As you can see in the image, one line is highlighted, for some variable up to a point the neuron ignores that input.
Imagine that the user might not buy the product up to age 18.
So, it would not give us any output up to age 18. When the age crosses 18 then the chance to buy the product increases.
When the age of the customer increases or up the chance to buy the product would go up linearly.
That is what the RELU Activation function applied in the hidden layers of the neural network / neural net.
What is SoftMax Activation Function with python?
It is also known as Softargmax or normalized exponential function.
Softargmax is the function that is going to apply at the output layer of the classification model. It gives the probability of the output to buy or not.

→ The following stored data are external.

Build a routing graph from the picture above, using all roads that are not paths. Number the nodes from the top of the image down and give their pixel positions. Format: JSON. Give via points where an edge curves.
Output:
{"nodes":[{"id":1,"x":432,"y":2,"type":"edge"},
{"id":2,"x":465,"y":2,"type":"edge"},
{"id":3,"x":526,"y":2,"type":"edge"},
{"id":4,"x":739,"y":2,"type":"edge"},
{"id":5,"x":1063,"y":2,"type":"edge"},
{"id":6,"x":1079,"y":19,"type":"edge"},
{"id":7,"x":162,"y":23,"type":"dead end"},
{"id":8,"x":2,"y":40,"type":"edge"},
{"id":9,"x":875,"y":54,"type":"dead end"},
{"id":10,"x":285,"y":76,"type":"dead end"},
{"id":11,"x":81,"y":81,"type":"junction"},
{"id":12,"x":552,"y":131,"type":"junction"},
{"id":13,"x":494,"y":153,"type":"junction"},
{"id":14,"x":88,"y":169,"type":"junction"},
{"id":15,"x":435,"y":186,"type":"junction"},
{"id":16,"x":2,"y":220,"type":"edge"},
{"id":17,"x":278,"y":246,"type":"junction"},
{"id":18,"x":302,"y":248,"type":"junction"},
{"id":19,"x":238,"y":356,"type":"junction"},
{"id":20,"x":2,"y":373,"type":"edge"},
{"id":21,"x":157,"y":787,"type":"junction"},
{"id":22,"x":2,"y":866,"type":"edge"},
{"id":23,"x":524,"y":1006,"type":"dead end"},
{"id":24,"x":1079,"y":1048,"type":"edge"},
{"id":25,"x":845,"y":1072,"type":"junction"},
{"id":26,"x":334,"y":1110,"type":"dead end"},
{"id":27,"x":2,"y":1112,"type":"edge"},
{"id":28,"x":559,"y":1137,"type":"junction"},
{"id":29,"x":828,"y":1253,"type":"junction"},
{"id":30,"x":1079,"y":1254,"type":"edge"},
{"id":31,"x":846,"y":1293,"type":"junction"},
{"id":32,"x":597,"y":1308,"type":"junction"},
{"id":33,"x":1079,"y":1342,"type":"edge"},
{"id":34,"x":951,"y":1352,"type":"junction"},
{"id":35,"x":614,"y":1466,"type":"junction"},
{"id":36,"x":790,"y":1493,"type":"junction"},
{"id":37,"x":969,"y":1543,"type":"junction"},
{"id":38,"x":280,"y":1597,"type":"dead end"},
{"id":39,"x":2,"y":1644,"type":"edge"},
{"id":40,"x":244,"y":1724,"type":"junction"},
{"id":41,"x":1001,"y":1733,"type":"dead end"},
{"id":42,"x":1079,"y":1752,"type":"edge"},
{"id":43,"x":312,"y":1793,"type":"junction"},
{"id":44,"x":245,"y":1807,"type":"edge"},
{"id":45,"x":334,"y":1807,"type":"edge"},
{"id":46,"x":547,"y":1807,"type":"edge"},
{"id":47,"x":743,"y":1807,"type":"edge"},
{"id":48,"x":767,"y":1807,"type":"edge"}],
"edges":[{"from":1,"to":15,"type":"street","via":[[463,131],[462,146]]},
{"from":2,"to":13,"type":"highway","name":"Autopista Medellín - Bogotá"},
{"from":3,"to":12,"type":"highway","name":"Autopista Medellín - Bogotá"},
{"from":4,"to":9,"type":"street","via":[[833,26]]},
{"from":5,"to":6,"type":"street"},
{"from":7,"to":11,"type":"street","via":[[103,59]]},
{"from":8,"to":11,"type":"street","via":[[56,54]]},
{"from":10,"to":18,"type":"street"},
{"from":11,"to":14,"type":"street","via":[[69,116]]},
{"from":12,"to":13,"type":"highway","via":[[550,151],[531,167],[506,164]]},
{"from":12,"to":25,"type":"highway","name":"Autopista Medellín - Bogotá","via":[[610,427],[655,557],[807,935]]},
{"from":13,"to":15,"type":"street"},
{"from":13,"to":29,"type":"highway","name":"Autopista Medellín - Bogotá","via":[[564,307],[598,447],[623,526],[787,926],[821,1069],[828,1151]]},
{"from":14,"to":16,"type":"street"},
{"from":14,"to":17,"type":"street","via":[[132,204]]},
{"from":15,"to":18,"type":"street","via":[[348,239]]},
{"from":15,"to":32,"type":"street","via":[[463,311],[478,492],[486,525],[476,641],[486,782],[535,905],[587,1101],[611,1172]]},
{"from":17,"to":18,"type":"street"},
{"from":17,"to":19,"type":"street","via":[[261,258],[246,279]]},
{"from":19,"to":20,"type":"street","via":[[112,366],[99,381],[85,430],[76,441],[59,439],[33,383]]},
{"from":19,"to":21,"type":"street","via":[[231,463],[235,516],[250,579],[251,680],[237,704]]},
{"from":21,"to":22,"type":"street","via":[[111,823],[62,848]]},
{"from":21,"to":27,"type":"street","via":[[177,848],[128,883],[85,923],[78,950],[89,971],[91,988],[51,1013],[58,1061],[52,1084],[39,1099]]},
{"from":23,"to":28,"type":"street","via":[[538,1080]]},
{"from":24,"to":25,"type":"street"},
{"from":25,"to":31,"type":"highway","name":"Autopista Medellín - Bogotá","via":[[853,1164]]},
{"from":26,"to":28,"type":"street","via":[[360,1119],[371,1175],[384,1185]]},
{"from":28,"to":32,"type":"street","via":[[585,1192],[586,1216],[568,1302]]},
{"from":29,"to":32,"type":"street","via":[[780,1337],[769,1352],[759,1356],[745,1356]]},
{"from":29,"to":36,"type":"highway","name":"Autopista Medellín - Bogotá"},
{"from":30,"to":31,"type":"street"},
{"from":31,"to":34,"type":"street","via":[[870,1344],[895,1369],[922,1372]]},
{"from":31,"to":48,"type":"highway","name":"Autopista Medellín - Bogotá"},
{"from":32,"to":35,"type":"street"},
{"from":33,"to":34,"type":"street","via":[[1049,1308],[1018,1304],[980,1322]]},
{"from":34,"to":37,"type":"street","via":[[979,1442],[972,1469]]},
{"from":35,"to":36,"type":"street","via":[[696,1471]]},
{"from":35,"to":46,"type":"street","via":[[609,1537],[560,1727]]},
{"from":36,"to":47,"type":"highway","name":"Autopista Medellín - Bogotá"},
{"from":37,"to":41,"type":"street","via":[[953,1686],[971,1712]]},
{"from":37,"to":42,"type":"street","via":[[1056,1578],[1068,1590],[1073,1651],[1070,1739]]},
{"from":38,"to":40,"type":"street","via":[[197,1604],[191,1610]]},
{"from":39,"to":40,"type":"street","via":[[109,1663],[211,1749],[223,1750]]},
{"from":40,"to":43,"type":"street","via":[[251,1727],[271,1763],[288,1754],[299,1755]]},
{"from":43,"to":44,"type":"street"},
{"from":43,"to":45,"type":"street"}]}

Softargmax will read the input here in this example the age of the buyer gets multiplied by a weight, salary multiplied by a weight, but the output would be the probability.
If you apply the SoftMax activation function, whichever class has the higher probability that class is the predicted class, it could be whether the buyer is going to buy or not.
It can be applied to more than two classes also.
CROSS-ENTROPY Loss Calculation
SoftMax is used with CROSS-ENTROPY loss calculation. Cross-entropy defines how different two distributions and the predicted distribution and the actual distribution.
If its value is low means the actual and the predicted value are in sync.
The classifier tries to minimize the difference between the predicted value and actual value by applying the SoftMax activation function and Cross-Entropy loss calculation.
In the neural network, the input data is received from the input layer weighted sum is calculated, an activation function is applied in all neurons, and output data is passed to the next layer again in the next layer weighted sum is calculated.
An activation function is applied and output is passed to the next layer and next layer and so on.
In the end, we get the output.
It could be the probability for classification models or it could be the actual value in a regression model.
This process is continuing until the loss is minimized. When the data moves end to end and from input to the output layer. It is called one EPOCH. We can go through the multiple EPOCH until we get certain desired accuracy.
For the classification model, we use the CROSS-ENTROPY Loss minimization technique to adjust the weights.
In the image, you see the arrow which shows the feedback loop in the neural network. The loss is passed to the input layer so that the weights can be adjusted to minimize the loss.
This is how by adjusting weights, a deep learning artificial neural network learns.
The more the EPOCH, the accuracy goes up and the loss gets minimized because with each EPOCH the neuron learns something new about data, and based on that they keep on adjusting the weights.
Several deep learning libraries are available to construct the neural network. In the upcoming blog post, I am going to give you an idea of each of them.